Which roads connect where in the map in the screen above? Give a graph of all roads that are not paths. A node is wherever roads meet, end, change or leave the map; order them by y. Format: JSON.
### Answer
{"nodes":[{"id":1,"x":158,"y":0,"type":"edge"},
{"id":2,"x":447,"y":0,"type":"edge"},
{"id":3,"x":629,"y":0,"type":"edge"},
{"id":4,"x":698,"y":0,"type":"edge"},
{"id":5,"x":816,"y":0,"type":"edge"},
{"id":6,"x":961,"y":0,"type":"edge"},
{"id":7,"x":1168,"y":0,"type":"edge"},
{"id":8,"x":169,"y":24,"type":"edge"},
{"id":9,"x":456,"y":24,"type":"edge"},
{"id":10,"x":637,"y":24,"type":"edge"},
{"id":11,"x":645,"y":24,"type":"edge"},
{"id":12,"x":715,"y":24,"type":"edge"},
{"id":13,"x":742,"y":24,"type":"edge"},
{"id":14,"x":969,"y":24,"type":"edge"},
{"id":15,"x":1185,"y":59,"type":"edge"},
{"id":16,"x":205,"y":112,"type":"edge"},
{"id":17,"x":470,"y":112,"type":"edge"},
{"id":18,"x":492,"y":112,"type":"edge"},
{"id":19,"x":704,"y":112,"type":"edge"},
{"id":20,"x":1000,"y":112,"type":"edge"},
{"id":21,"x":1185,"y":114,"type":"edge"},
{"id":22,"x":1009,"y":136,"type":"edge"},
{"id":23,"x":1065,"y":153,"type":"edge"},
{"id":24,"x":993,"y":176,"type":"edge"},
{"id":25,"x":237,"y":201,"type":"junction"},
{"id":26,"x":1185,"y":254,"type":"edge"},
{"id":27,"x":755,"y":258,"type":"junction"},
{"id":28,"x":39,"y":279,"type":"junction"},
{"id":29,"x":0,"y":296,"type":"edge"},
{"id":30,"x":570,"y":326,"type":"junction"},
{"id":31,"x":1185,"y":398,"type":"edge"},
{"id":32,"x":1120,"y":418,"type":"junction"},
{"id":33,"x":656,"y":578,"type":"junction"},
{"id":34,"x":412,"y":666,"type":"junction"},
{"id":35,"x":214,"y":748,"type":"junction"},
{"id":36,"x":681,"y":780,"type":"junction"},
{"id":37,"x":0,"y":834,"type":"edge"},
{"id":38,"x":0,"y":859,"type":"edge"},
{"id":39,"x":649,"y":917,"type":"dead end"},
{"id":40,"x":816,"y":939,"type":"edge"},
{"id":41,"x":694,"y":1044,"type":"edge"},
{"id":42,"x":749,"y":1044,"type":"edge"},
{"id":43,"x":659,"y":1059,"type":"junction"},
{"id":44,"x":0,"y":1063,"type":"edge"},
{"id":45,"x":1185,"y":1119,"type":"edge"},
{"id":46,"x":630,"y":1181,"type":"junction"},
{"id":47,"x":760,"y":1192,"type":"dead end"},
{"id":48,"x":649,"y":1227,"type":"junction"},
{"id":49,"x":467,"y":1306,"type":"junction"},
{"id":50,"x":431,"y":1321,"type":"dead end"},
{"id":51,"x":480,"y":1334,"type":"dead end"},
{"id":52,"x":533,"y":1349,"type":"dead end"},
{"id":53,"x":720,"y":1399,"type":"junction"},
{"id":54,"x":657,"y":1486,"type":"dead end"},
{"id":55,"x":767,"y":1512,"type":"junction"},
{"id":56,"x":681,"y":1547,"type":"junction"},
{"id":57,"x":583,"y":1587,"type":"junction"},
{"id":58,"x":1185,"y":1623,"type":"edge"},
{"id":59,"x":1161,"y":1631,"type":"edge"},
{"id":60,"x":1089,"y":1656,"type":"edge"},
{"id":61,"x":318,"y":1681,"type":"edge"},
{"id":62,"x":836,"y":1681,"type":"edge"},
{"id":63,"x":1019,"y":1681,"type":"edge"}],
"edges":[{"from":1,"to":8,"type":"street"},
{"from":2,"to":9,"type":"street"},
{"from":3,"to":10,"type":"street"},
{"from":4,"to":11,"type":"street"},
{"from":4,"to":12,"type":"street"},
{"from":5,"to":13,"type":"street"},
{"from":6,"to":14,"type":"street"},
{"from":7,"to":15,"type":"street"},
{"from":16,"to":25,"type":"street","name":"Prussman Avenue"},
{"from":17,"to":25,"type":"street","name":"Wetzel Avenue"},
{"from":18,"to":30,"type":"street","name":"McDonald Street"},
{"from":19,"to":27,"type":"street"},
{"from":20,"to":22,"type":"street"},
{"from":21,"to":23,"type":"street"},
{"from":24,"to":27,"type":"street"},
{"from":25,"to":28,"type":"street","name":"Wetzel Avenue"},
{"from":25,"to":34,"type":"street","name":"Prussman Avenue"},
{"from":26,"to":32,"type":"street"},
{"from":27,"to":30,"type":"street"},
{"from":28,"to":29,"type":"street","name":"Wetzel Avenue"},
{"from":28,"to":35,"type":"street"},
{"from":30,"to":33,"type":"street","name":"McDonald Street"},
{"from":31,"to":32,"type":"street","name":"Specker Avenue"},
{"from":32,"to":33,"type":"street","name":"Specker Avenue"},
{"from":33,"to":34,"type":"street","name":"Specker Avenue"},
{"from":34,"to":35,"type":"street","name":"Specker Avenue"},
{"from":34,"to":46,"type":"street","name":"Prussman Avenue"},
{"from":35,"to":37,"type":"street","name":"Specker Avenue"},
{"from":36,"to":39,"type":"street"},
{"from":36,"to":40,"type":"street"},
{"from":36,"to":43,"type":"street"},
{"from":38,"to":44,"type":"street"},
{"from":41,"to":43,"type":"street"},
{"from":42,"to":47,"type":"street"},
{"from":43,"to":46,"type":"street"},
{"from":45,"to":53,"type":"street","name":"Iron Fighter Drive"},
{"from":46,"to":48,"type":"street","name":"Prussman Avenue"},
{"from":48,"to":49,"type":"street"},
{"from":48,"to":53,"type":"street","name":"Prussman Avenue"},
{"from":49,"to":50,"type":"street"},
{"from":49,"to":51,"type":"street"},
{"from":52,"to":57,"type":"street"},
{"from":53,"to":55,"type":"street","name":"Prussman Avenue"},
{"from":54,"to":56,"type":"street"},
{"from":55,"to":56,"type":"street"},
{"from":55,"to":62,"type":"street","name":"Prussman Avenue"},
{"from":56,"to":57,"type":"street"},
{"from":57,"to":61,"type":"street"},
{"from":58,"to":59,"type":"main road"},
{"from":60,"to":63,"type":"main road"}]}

◆ **Assigned task**
The entries above are to be copied word for word.

◆ **Response to this exercise**
Which roads connect where in the map in the screen above? Give a graph of all roads that are not paths. A node is wherever roads meet, end, change or leave the map; order them by y. Format: JSON.
### Answer
{"nodes":[{"id":1,"x":158,"y":0,"type":"edge"},
{"id":2,"x":447,"y":0,"type":"edge"},
{"id":3,"x":629,"y":0,"type":"edge"},
{"id":4,"x":698,"y":0,"type":"edge"},
{"id":5,"x":816,"y":0,"type":"edge"},
{"id":6,"x":961,"y":0,"type":"edge"},
{"id":7,"x":1168,"y":0,"type":"edge"},
{"id":8,"x":169,"y":24,"type":"edge"},
{"id":9,"x":456,"y":24,"type":"edge"},
{"id":10,"x":637,"y":24,"type":"edge"},
{"id":11,"x":645,"y":24,"type":"edge"},
{"id":12,"x":715,"y":24,"type":"edge"},
{"id":13,"x":742,"y":24,"type":"edge"},
{"id":14,"x":969,"y":24,"type":"edge"},
{"id":15,"x":1185,"y":59,"type":"edge"},
{"id":16,"x":205,"y":112,"type":"edge"},
{"id":17,"x":470,"y":112,"type":"edge"},
{"id":18,"x":492,"y":112,"type":"edge"},
{"id":19,"x":704,"y":112,"type":"edge"},
{"id":20,"x":1000,"y":112,"type":"edge"},
{"id":21,"x":1185,"y":114,"type":"edge"},
{"id":22,"x":1009,"y":136,"type":"edge"},
{"id":23,"x":1065,"y":153,"type":"edge"},
{"id":24,"x":993,"y":176,"type":"edge"},
{"id":25,"x":237,"y":201,"type":"junction"},
{"id":26,"x":1185,"y":254,"type":"edge"},
{"id":27,"x":755,"y":258,"type":"junction"},
{"id":28,"x":39,"y":279,"type":"junction"},
{"id":29,"x":0,"y":296,"type":"edge"},
{"id":30,"x":570,"y":326,"type":"junction"},
{"id":31,"x":1185,"y":398,"type":"edge"},
{"id":32,"x":1120,"y":418,"type":"junction"},
{"id":33,"x":656,"y":578,"type":"junction"},
{"id":34,"x":412,"y":666,"type":"junction"},
{"id":35,"x":214,"y":748,"type":"junction"},
{"id":36,"x":681,"y":780,"type":"junction"},
{"id":37,"x":0,"y":834,"type":"edge"},
{"id":38,"x":0,"y":859,"type":"edge"},
{"id":39,"x":649,"y":917,"type":"dead end"},
{"id":40,"x":816,"y":939,"type":"edge"},
{"id":41,"x":694,"y":1044,"type":"edge"},
{"id":42,"x":749,"y":1044,"type":"edge"},
{"id":43,"x":659,"y":1059,"type":"junction"},
{"id":44,"x":0,"y":1063,"type":"edge"},
{"id":45,"x":1185,"y":1119,"type":"edge"},
{"id":46,"x":630,"y":1181,"type":"junction"},
{"id":47,"x":760,"y":1192,"type":"dead end"},
{"id":48,"x":649,"y":1227,"type":"junction"},
{"id":49,"x":467,"y":1306,"type":"junction"},
{"id":50,"x":431,"y":1321,"type":"dead end"},
{"id":51,"x":480,"y":1334,"type":"dead end"},
{"id":52,"x":533,"y":1349,"type":"dead end"},
{"id":53,"x":720,"y":1399,"type":"junction"},
{"id":54,"x":657,"y":1486,"type":"dead end"},
{"id":55,"x":767,"y":1512,"type":"junction"},
{"id":56,"x":681,"y":1547,"type":"junction"},
{"id":57,"x":583,"y":1587,"type":"junction"},
{"id":58,"x":1185,"y":1623,"type":"edge"},
{"id":59,"x":1161,"y":1631,"type":"edge"},
{"id":60,"x":1089,"y":1656,"type":"edge"},
{"id":61,"x":318,"y":1681,"type":"edge"},
{"id":62,"x":836,"y":1681,"type":"edge"},
{"id":63,"x":1019,"y":1681,"type":"edge"}],
"edges":[{"from":1,"to":8,"type":"street"},
{"from":2,"to":9,"type":"street"},
{"from":3,"to":10,"type":"street"},
{"from":4,"to":11,"type":"street"},
{"from":4,"to":12,"type":"street"},
{"from":5,"to":13,"type":"street"},
{"from":6,"to":14,"type":"street"},
{"from":7,"to":15,"type":"street"},
{"from":16,"to":25,"type":"street","name":"Prussman Avenue"},
{"from":17,"to":25,"type":"street","name":"Wetzel Avenue"},
{"from":18,"to":30,"type":"street","name":"McDonald Street"},
{"from":19,"to":27,"type":"street"},
{"from":20,"to":22,"type":"street"},
{"from":21,"to":23,"type":"street"},
{"from":24,"to":27,"type":"street"},
{"from":25,"to":28,"type":"street","name":"Wetzel Avenue"},
{"from":25,"to":34,"type":"street","name":"Prussman Avenue"},
{"from":26,"to":32,"type":"street"},
{"from":27,"to":30,"type":"street"},
{"from":28,"to":29,"type":"street","name":"Wetzel Avenue"},
{"from":28,"to":35,"type":"street"},
{"from":30,"to":33,"type":"street","name":"McDonald Street"},
{"from":31,"to":32,"type":"street","name":"Specker Avenue"},
{"from":32,"to":33,"type":"street","name":"Specker Avenue"},
{"from":33,"to":34,"type":"street","name":"Specker Avenue"},
{"from":34,"to":35,"type":"street","name":"Specker Avenue"},
{"from":34,"to":46,"type":"street","name":"Prussman Avenue"},
{"from":35,"to":37,"type":"street","name":"Specker Avenue"},
{"from":36,"to":39,"type":"street"},
{"from":36,"to":40,"type":"street"},
{"from":36,"to":43,"type":"street"},
{"from":38,"to":44,"type":"street"},
{"from":41,"to":43,"type":"street"},
{"from":42,"to":47,"type":"street"},
{"from":43,"to":46,"type":"street"},
{"from":45,"to":53,"type":"street","name":"Iron Fighter Drive"},
{"from":46,"to":48,"type":"street","name":"Prussman Avenue"},
{"from":48,"to":49,"type":"street"},
{"from":48,"to":53,"type":"street","name":"Prussman Avenue"},
{"from":49,"to":50,"type":"street"},
{"from":49,"to":51,"type":"street"},
{"from":52,"to":57,"type":"street"},
{"from":53,"to":55,"type":"street","name":"Prussman Avenue"},
{"from":54,"to":56,"type":"street"},
{"from":55,"to":56,"type":"street"},
{"from":55,"to":62,"type":"street","name":"Prussman Avenue"},
{"from":56,"to":57,"type":"street"},
{"from":57,"to":61,"type":"street"},
{"from":58,"to":59,"type":"main road"},
{"from":60,"to":63,"type":"main road"}]}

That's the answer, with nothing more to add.